Quinn highlighted Berkeley Research Computing’s efforts to bridge the gap between humanists and computing resources more widely used by researchers in the hard sciences. Maurice Manning’s Jupyter notebook for photogrammetry and its associated Singularity container, for example, takes the guesswork out of using Savio by setting up the necessary Python and job scheduler scripts in a way that humanists unfamiliar with tech can navigate. In tandem, the power of HPC and Jupyter notebooks’ intuitive interface significantly improve usability by making computing resources far more accessible to researchers in the digital humanities.
Like Quinn and Kea’s talk, two other talks in the CaVraCon session described alternate ways of using 3D models to extend research applications and acoustic augmentation. Elaine Sullivan from UC Santa Cruz demonstrated the historical insights that her 3D Saqqara project provides by modeling landscape and architecture over time, and the limitations of the traditional paper monograph.
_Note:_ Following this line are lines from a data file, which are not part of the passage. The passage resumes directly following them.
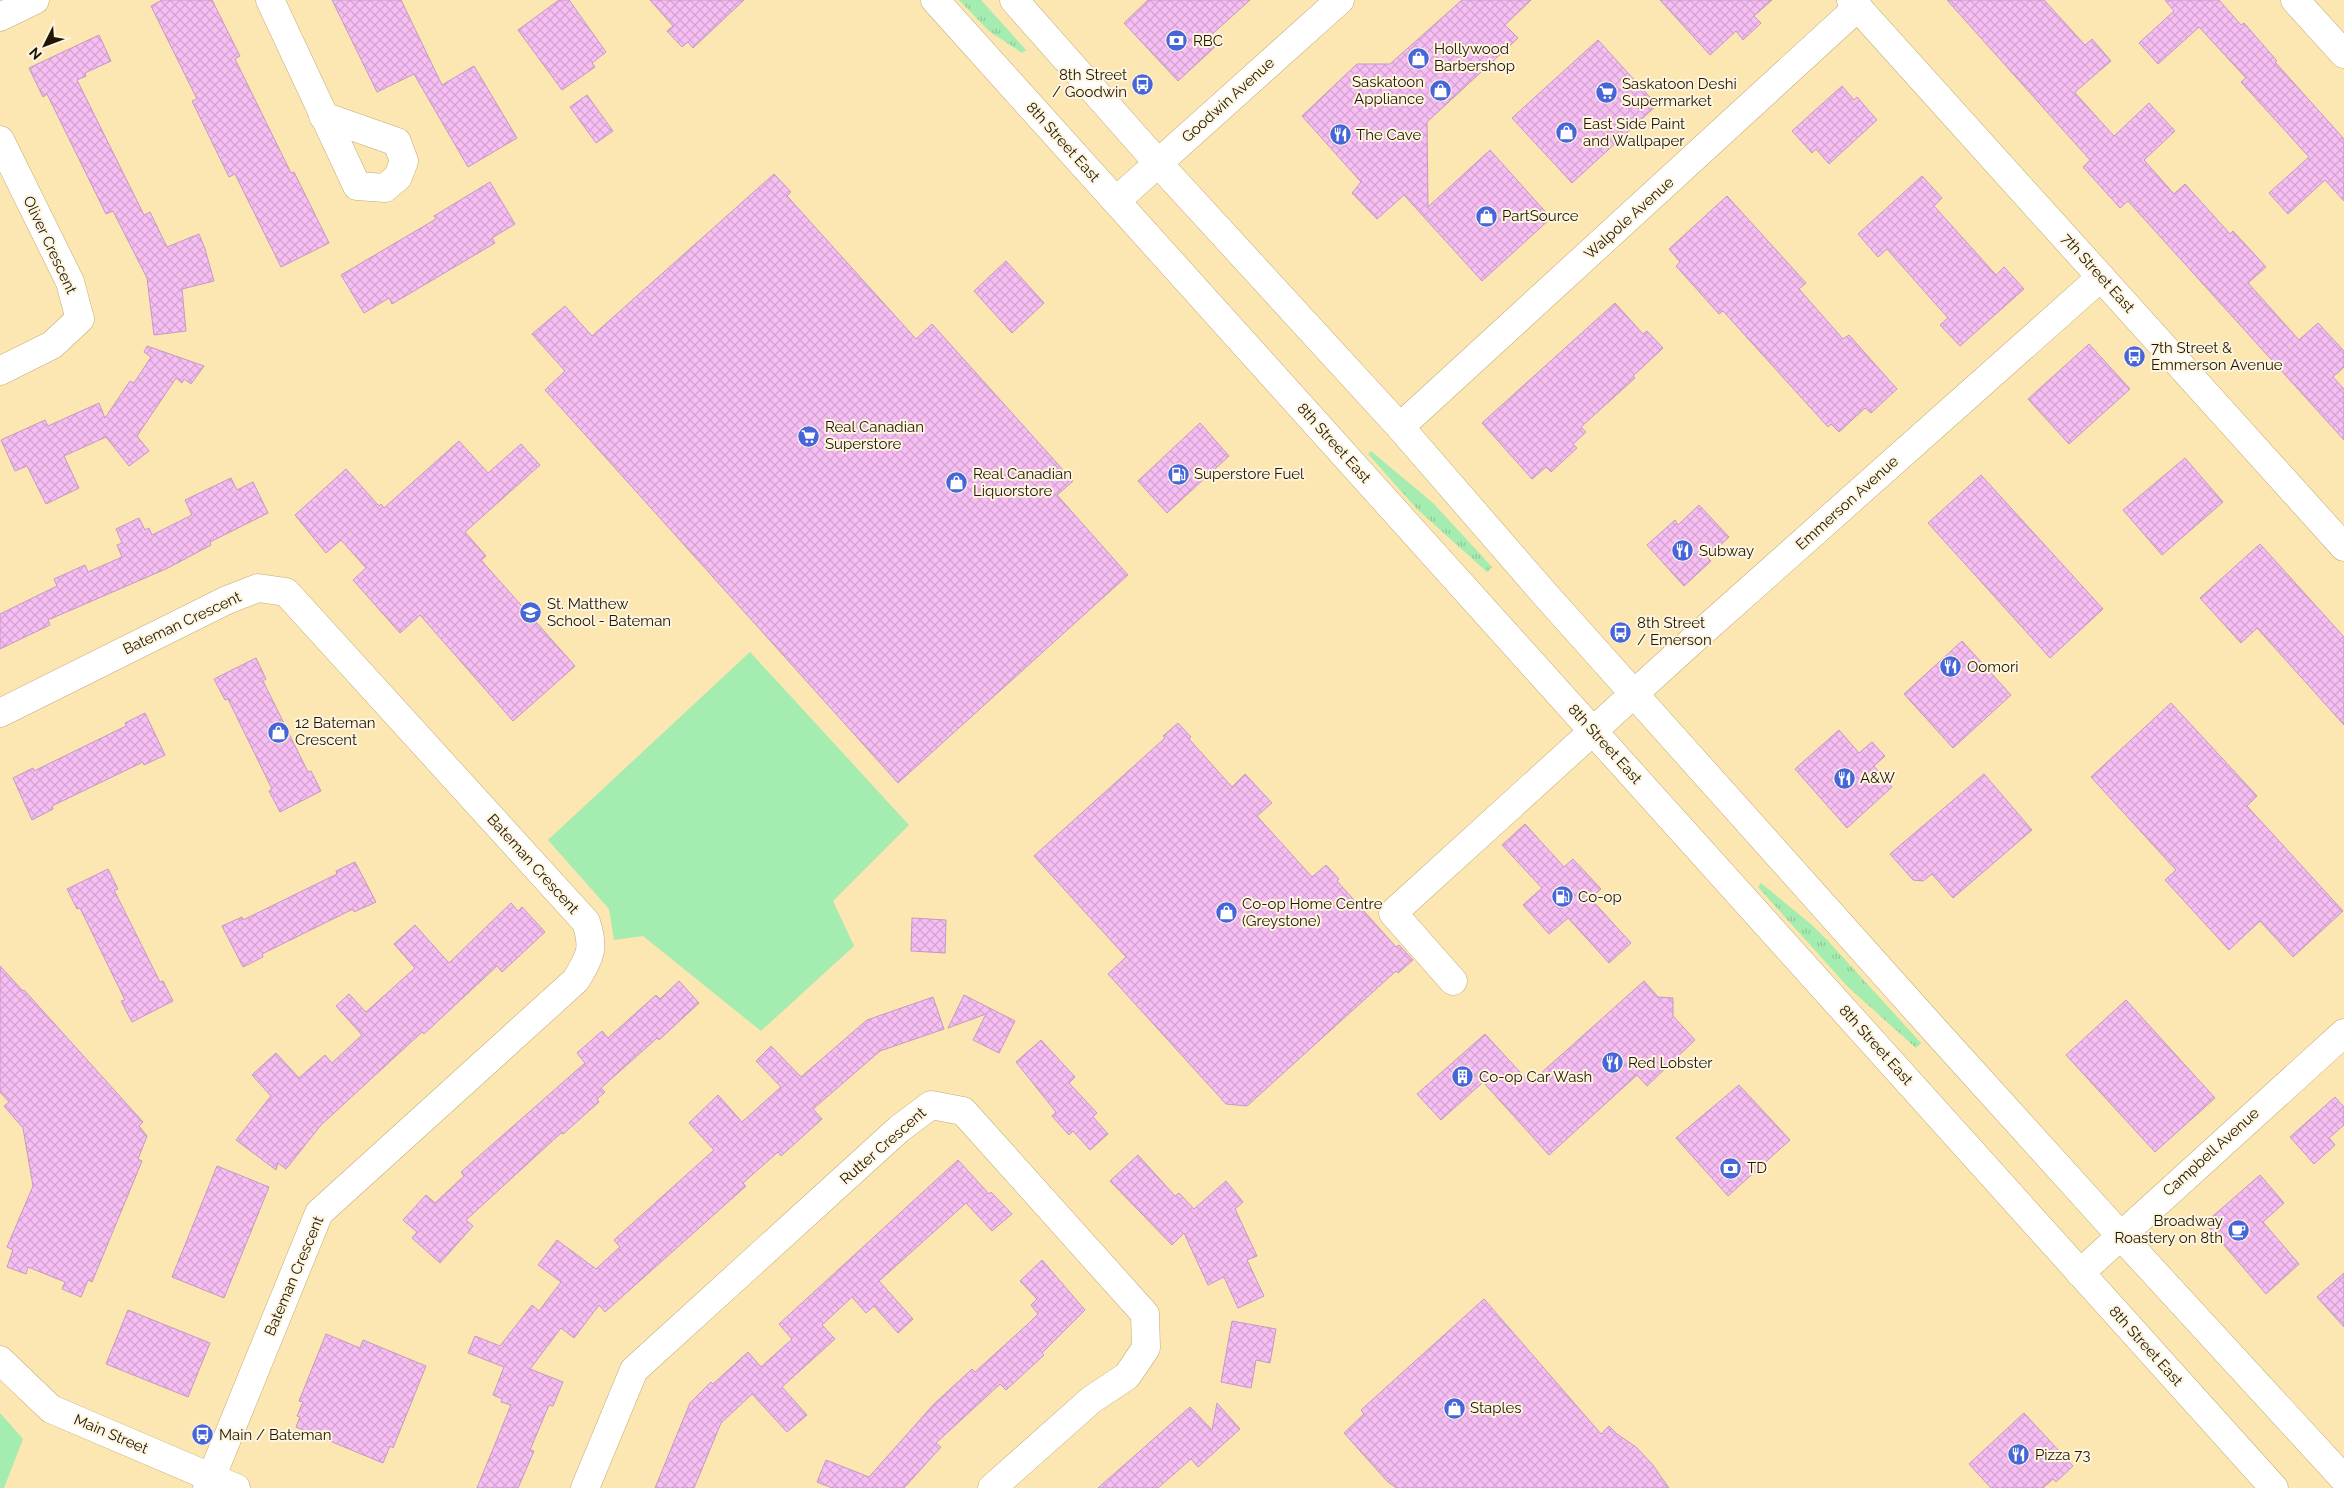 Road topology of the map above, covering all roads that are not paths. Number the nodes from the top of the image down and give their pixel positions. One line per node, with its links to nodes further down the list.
1 (35, 0): 8 (street)
2 (270, 0): 10 (street)
3 (935, 0): 13 (street, 8th Street East)
4 (1014, 0): 12 (street)
5 (1340, 0): 12 (street, Goodwin Avenue)
6 (2295, 0): 9 (street)
7 (1855, 4): 14 (street, 7th Street East); 16 (street, Walpole Avenue)
8 (0, 17)
9 (2344, 54)
10 (323, 116)
11 (0, 140): 15 (street, Oliver Crescent)
12 (1158, 163): 13 (street, Goodwin Avenue); 16 (street)
13 (1116, 201): 20 (street, 8th Street East)
14 (2101, 277): 17 (street, 7th Street East); 18 (street, Emmerson Avenue)
15 (0, 371)
16 (1400, 428): 18 (street)
17 (2344, 547)
18 (1634, 695): 20 (street, Emmerson Avenue); 23 (street)
19 (0, 713): 27 (street, Bateman Crescent)
20 (1593, 731): 21 (street, Emmerson Avenue); 24 (street, 8th Street East)
21 (1453, 981)
22 (2344, 1033): 23 (street, Campbell Avenue)
23 (2120, 1235): 24 (street, Campbell Avenue); 26 (street)
24 (2080, 1273): 31 (street, 8th Street East)
25 (0, 1360): 27 (street, Main Street)
26 (2344, 1479)
27 (209, 1483): 28 (street, Main Street)
28 (236, 1488)
29 (585, 1488): 30 (street, Rutter Crescent)
30 (992, 1488)
31 (2274, 1488) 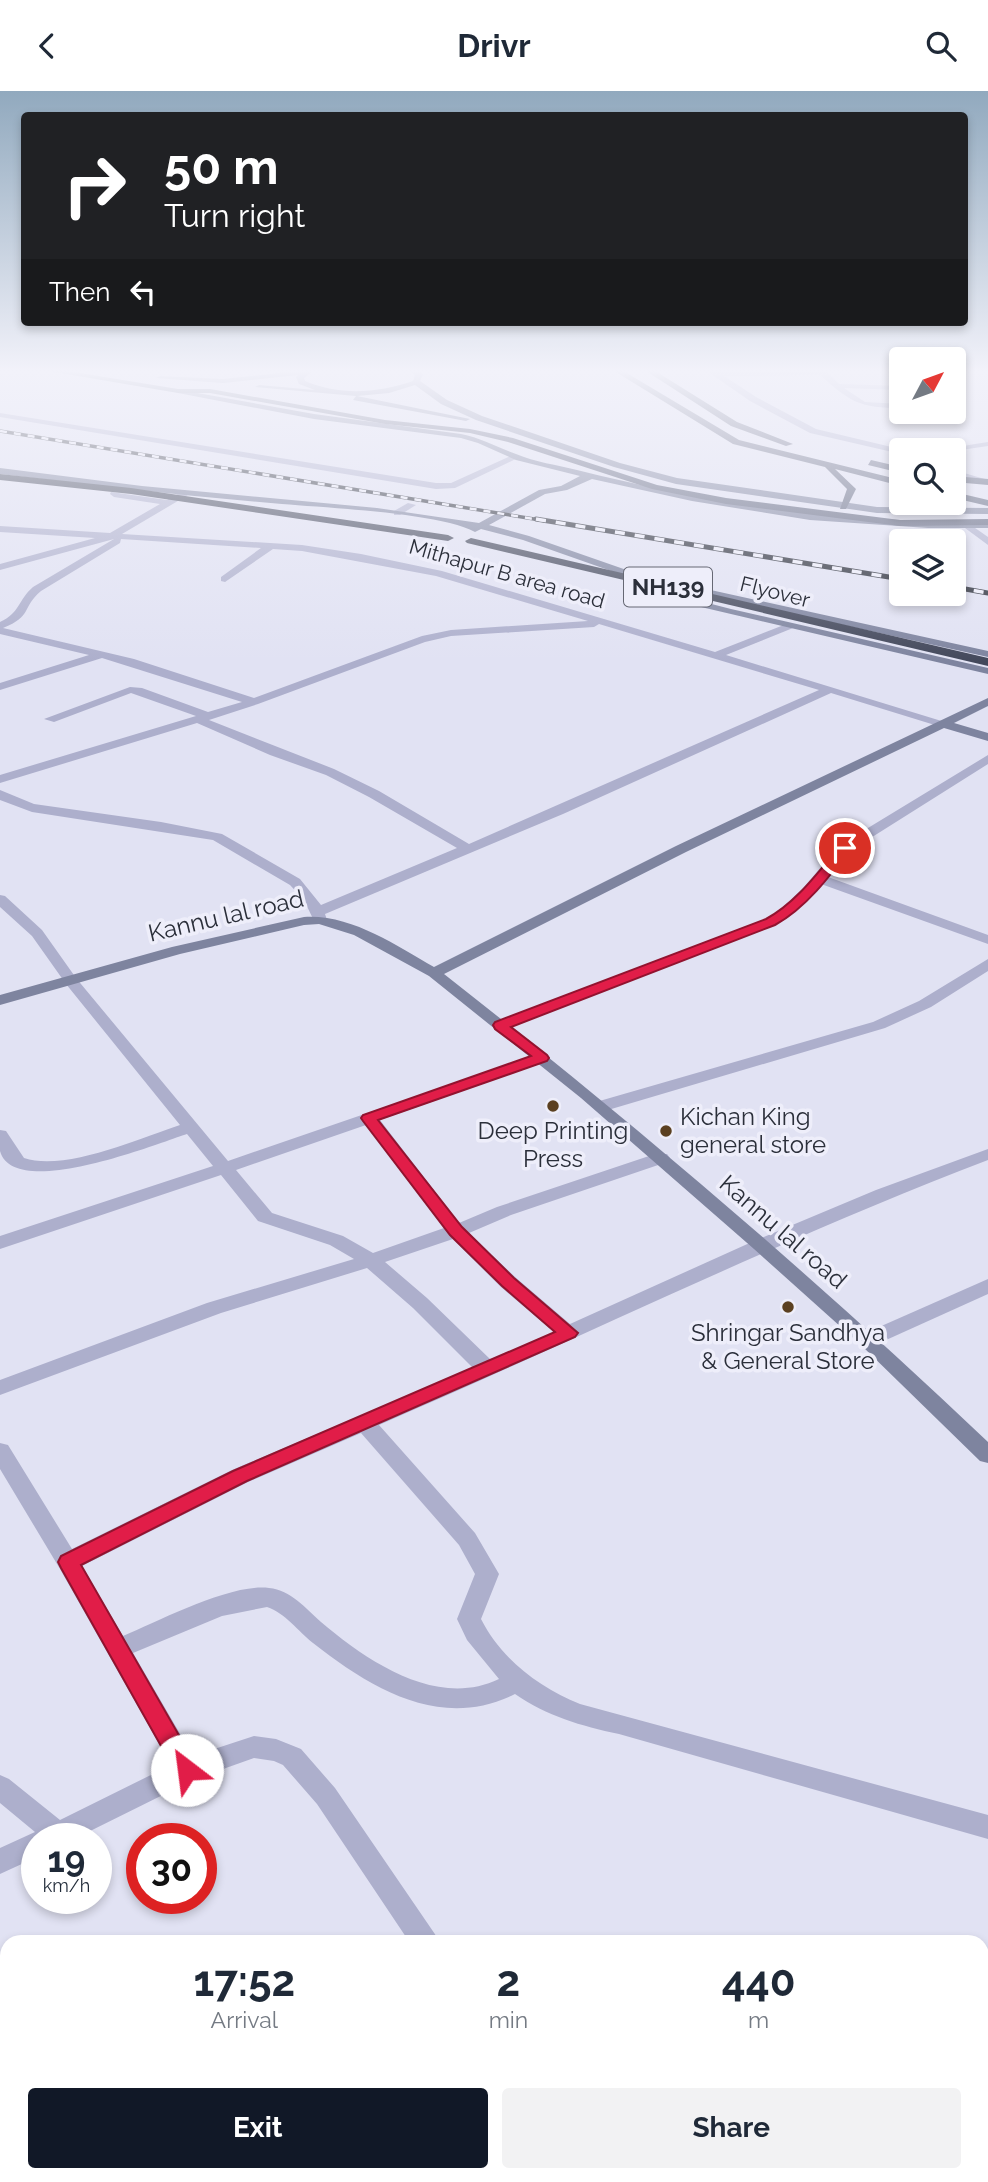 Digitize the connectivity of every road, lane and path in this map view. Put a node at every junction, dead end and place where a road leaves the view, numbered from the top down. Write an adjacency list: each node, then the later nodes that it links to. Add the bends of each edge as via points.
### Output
1 (323, 467): 19 (street)
2 (495, 467): 19 (street)
3 (548, 467): 20 (main road, via 550,478)
4 (554, 467): 30 (main road)
5 (592, 467): 11 (main road)
6 (615, 467): 32 (main road, via 734,496 888,516)
7 (624, 467): 24 (main road)
8 (826, 467): 29 (main road, via 852,489)
9 (833, 467): 14 (main road)
10 (0, 471): 18 (main road)
11 (616, 475): 20 (main road, via 588,477); 33 (main road, via 683,493 808,513 900,523)
12 (966, 476): 16 (street)
13 (0, 477): 37 (highway, Flyover, via 131,491 448,538 455,543)
14 (889, 479)
15 (966, 480): 16 (main road)
16 (987, 482)
17 (0, 483): 22 (main road)
18 (129, 486): 21 (main road); 22 (main road)
19 (444, 486): 23 (street)
20 (542, 492): 37 (main road)
21 (185, 493): 26 (street); 31 (main road)
22 (114, 494): 26 (street)
23 (428, 495)
24 (774, 496): 29 (main road); 30 (main road)
25 (966, 498): 27 (main road)
26 (170, 503): 36 (street)
27 (988, 503)
28 (411, 505): 31 (street)
29 (843, 507): 32 (main road)
30 (757, 510): 34 (main road, via 862,523)
31 (397, 513): 41 (main road, via 531,538)
32 (988, 514)
33 (988, 524): 34 (main road)
34 (968, 526): 38 (street)
35 (0, 529): 36 (street, Mithapur B area road)
36 (118, 537): 39 (street, Mithapur B area road); 40 (street); 45 (street, via 37,589 18,618)
37 (468, 538): 48 (highway, Flyover / NH139)
38 (988, 542)
39 (271, 546): 42 (street); 43 (street, Mithapur B area road, via 361,557 438,573)
40 (0, 567)
41 (635, 576): 44 (main road, via 688,601); 48 (main road)
42 (225, 579)
43 (608, 623): 47 (street, Mithapur B area road); 52 (street, via 422,639)
44 (789, 626): 47 (street); 49 (main road)
45 (0, 628): 46 (street)
46 (100, 655): 50 (street); 52 (street)
47 (717, 655): 51 (street, Mithapur B area road)
48 (987, 655)
49 (988, 671)
50 (0, 687)
51 (831, 689): 56 (street, Mithapur B area road); 61 (street)
52 (254, 702): 54 (street)
53 (988, 702): 56 (main road)
54 (203, 717): 55 (street, via 130,690); 59 (street); 61 (street, via 274,752 330,772)
55 (50, 719)
56 (943, 723): 57 (main road, Mithapur B area road); 67 (main road)
57 (988, 737)
58 (988, 759): 62 (street, via 864,834)
59 (0, 779)
60 (0, 794): 64 (street, via 32,808 217,837 295,882)
61 (468, 849): 64 (street)
62 (818, 878): 65 (street); 70 (street, via 771,922)
63 (0, 899): 68 (street, via 37,933)
64 (319, 916): 67 (main road, Kannu lal road); 68 (main road, Kannu lal road)
65 (988, 940)
66 (988, 964): 72 (street, via 925,1004 879,1025)
67 (434, 973): 70 (main road, Kannu lal road)
68 (71, 981): 69 (main road, Kannu lal road); 74 (street)
69 (0, 1000)
70 (500, 1025): 71 (main road, Kannu lal road)
71 (542, 1058): 72 (main road, Kannu lal road); 73 (street)
72 (602, 1107): 77 (main road, Kannu lal road)
73 (369, 1118): 78 (street); 79 (street)
74 (191, 1127): 75 (street, via 86,1160 32,1168 16,1162); 78 (street)
75 (0, 1135)
76 (988, 1154): 81 (street)
77 (661, 1158): 79 (street); 81 (main road, Kannu lal road)
78 (225, 1168): 80 (street); 82 (street, via 265,1217 281,1226 323,1235)
79 (456, 1231): 82 (street); 84 (street)
80 (0, 1243)
81 (761, 1245): 84 (street); 85 (main road, Kannu lal road)
82 (369, 1261): 86 (street); 87 (street, via 214,1308)
83 (988, 1286): 85 (street)
84 (568, 1333): 86 (street)
85 (868, 1340): 90 (main road, Kannu lal road)
86 (488, 1370): 88 (street)
87 (0, 1388)
88 (365, 1423): 91 (street, via 207,1491); 93 (street, via 479,1557 487,1574 469,1619)
89 (0, 1451): 91 (street)
90 (988, 1455)
91 (68, 1562): 92 (street)
92 (118, 1649): 93 (street, via 247,1596 271,1597 371,1671 432,1695 486,1696); 94 (street)
93 (516, 1682): 98 (street, via 578,1714)
94 (187, 1770): 97 (street); 101 (street, via 254,1747 292,1757 326,1796)
95 (0, 1787): 96 (street)
96 (33, 1823)
97 (80, 1823)
98 (988, 1827)
99 (21, 1851): 100 (street)
100 (0, 1861)
101 (422, 1935)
Maya Gervits and Augustus Wendell from the New Jersey Institute of Technology described their use of VR and real time acoustic simulation to make a 3D model of the Odessa Theater experiential rather than simply visual.
Together, each talk described how image technology can push the limits of visual resources in research that is happening across the country and invited discussion on how to make these improvements accessible and sustainable to communities nationwide. If you’re interested to learn more about how Berkeley Research Computing can support multimedia research in the digital humanities, e-mail us at email@example.com.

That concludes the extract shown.